Task material:
+===+
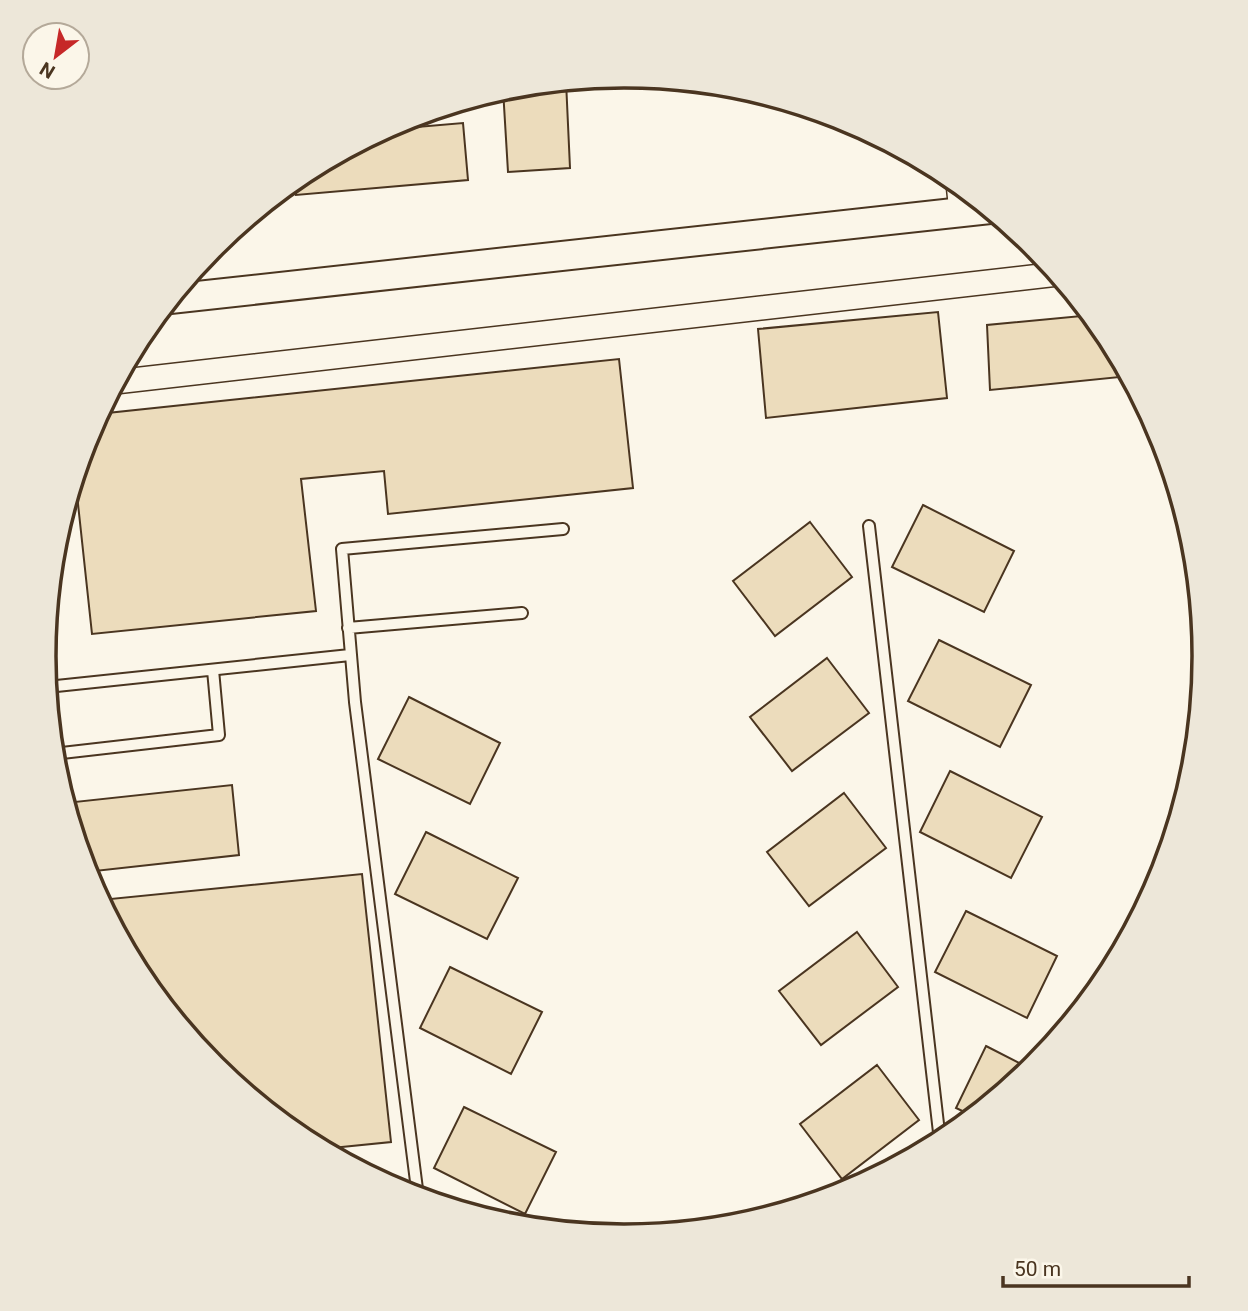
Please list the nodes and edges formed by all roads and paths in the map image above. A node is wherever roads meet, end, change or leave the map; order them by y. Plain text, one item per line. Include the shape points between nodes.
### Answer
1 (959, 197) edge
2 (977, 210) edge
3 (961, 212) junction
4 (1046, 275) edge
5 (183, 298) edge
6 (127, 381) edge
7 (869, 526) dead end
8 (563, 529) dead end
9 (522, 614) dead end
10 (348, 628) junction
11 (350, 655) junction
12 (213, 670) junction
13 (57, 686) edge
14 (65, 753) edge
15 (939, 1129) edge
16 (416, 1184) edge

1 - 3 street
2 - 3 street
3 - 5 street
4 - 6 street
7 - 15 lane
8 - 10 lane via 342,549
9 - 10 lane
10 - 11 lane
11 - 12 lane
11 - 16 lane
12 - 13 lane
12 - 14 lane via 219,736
+===+
What this task involves: Repeat the material above verbatim, with no pictures in the output.

Exercise output:
Please list the nodes and edges formed by all roads and paths in the map image above. A node is wherever roads meet, end, change or leave the map; order them by y. Plain text, one item per line. Include the shape points between nodes.
### Answer
1 (959, 197) edge
2 (977, 210) edge
3 (961, 212) junction
4 (1046, 275) edge
5 (183, 298) edge
6 (127, 381) edge
7 (869, 526) dead end
8 (563, 529) dead end
9 (522, 614) dead end
10 (348, 628) junction
11 (350, 655) junction
12 (213, 670) junction
13 (57, 686) edge
14 (65, 753) edge
15 (939, 1129) edge
16 (416, 1184) edge

1 - 3 street
2 - 3 street
3 - 5 street
4 - 6 street
7 - 15 lane
8 - 10 lane via 342,549
9 - 10 lane
10 - 11 lane
11 - 12 lane
11 - 16 lane
12 - 13 lane
12 - 14 lane via 219,736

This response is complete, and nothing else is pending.